A complete answer includes every line below with the word "where".

** Material for this exercise follows **

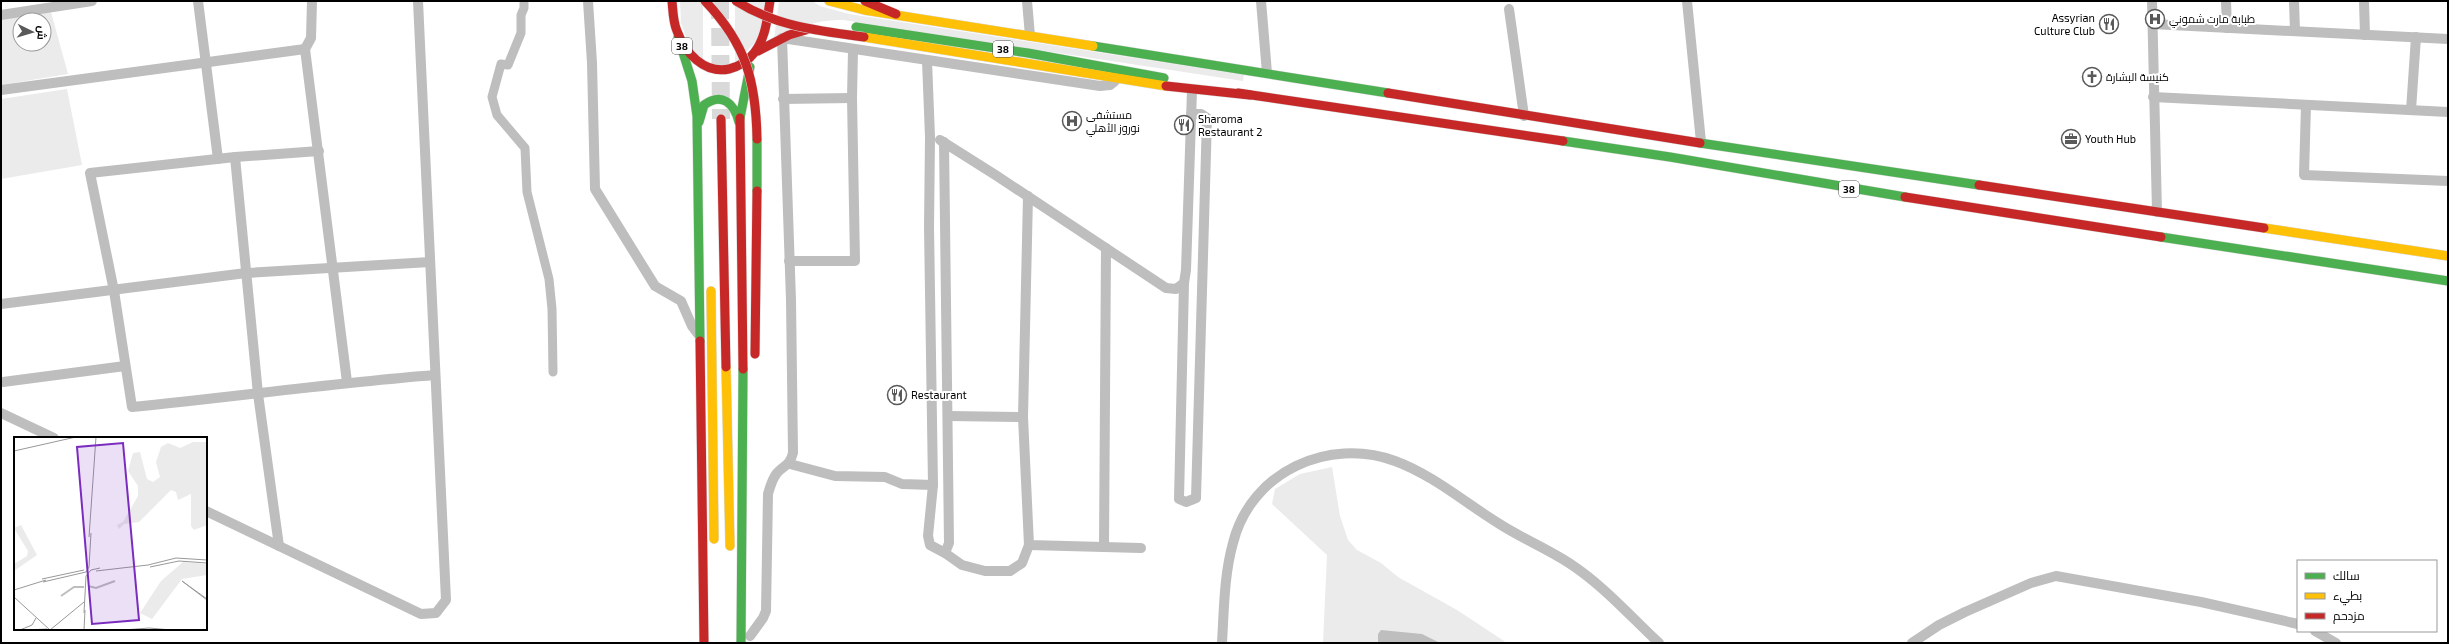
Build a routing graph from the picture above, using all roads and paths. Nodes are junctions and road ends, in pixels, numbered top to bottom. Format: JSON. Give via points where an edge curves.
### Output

** End of Material for this exercise **
** Material for this exercise follows **

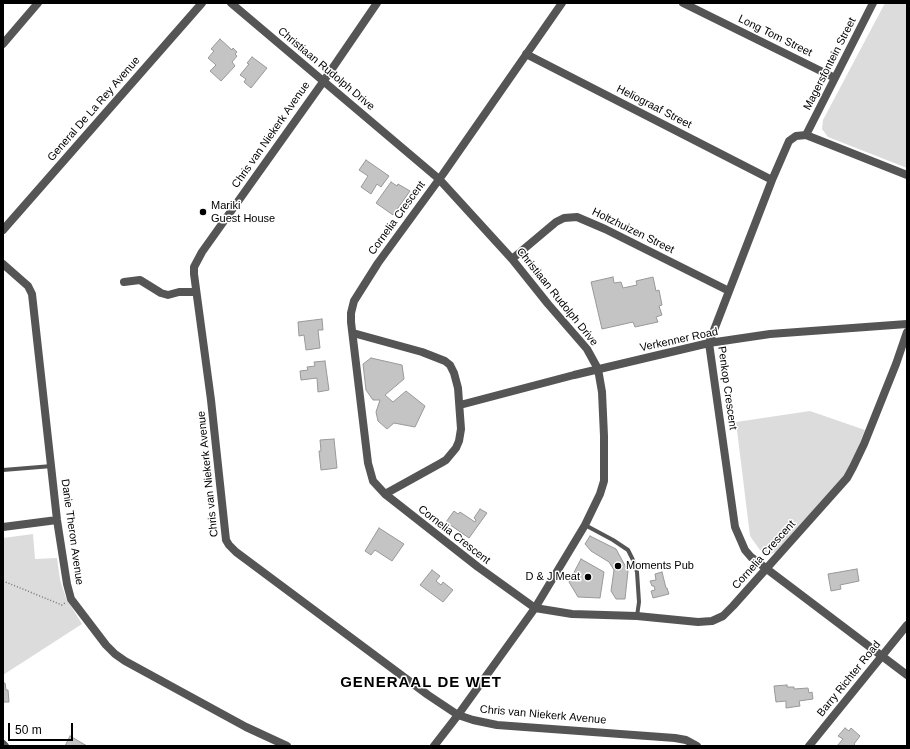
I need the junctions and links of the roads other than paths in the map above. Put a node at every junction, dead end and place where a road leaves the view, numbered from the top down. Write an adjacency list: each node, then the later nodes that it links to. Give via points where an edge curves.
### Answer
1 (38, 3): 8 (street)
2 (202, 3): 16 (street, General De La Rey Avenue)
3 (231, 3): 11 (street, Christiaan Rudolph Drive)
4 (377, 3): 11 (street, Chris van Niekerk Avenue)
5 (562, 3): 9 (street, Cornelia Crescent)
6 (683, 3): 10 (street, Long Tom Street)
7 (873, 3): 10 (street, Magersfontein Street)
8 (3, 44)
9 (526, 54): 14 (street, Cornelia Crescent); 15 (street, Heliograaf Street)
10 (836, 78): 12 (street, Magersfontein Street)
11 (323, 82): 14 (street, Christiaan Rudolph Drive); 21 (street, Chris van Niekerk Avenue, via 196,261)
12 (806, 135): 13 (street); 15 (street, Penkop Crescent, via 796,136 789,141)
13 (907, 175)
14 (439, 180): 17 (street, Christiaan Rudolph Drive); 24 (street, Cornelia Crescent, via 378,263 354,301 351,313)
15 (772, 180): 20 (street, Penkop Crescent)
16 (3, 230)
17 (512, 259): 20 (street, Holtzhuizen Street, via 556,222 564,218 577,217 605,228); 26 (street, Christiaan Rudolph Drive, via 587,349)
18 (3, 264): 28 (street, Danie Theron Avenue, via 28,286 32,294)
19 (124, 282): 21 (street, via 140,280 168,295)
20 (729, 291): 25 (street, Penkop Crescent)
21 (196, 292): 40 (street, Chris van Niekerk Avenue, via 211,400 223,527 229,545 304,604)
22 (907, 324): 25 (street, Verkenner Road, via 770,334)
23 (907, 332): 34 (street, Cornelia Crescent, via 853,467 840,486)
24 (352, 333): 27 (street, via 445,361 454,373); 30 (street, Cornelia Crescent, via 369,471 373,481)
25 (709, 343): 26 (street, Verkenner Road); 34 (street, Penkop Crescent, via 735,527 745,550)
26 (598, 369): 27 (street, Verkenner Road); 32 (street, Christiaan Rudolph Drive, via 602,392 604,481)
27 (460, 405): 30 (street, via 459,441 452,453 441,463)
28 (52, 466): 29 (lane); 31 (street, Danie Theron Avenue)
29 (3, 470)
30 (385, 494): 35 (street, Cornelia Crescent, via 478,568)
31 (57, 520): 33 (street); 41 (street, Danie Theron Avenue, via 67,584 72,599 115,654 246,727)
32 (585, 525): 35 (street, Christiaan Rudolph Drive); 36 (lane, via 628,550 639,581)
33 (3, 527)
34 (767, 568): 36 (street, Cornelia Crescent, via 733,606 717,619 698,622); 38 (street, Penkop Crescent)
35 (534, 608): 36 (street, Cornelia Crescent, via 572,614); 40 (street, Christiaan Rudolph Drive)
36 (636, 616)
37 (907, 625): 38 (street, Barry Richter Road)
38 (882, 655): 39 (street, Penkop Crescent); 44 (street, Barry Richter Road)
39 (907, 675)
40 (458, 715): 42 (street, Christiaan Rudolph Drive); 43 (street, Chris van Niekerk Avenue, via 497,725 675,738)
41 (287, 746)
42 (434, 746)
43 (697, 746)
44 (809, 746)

** End of Material for this exercise **

**Response to the task:**
Build a routing graph from the picture above, using all roads and paths. Nodes are junctions and road ends, in pixels, numbered top to bottom. Format: JSON. Give via points where an edge curves.
I need the junctions and links of the roads other than paths in the map above. Put a node at every junction, dead end and place where a road leaves the view, numbered from the top down. Write an adjacency list: each node, then the later nodes that it links to. Give via points where an edge curves.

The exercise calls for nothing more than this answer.